• Data for the task:
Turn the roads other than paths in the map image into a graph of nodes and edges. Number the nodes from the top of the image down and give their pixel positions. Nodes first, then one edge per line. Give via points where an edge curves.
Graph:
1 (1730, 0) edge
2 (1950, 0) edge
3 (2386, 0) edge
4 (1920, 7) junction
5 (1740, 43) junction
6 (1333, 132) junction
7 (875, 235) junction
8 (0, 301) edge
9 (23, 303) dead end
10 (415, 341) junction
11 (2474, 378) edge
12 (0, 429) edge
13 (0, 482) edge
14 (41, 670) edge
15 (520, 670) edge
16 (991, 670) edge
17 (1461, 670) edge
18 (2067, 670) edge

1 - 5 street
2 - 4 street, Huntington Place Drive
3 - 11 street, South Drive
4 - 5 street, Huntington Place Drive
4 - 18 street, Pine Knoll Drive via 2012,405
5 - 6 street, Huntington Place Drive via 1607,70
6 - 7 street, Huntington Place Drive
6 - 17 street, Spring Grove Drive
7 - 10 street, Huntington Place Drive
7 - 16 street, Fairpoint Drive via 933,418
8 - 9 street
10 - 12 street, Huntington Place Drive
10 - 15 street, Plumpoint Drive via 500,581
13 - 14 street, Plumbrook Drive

• The problem: Reproduce all of the entries above verbatim.

• Response to the exercise:
Turn the roads other than paths in the map image into a graph of nodes and edges. Number the nodes from the top of the image down and give their pixel positions. Nodes first, then one edge per line. Give via points where an edge curves.
Graph:
1 (1730, 0) edge
2 (1950, 0) edge
3 (2386, 0) edge
4 (1920, 7) junction
5 (1740, 43) junction
6 (1333, 132) junction
7 (875, 235) junction
8 (0, 301) edge
9 (23, 303) dead end
10 (415, 341) junction
11 (2474, 378) edge
12 (0, 429) edge
13 (0, 482) edge
14 (41, 670) edge
15 (520, 670) edge
16 (991, 670) edge
17 (1461, 670) edge
18 (2067, 670) edge

1 - 5 street
2 - 4 street, Huntington Place Drive
3 - 11 street, South Drive
4 - 5 street, Huntington Place Drive
4 - 18 street, Pine Knoll Drive via 2012,405
5 - 6 street, Huntington Place Drive via 1607,70
6 - 7 street, Huntington Place Drive
6 - 17 street, Spring Grove Drive
7 - 10 street, Huntington Place Drive
7 - 16 street, Fairpoint Drive via 933,418
8 - 9 street
10 - 12 street, Huntington Place Drive
10 - 15 street, Plumpoint Drive via 500,581
13 - 14 street, Plumbrook Drive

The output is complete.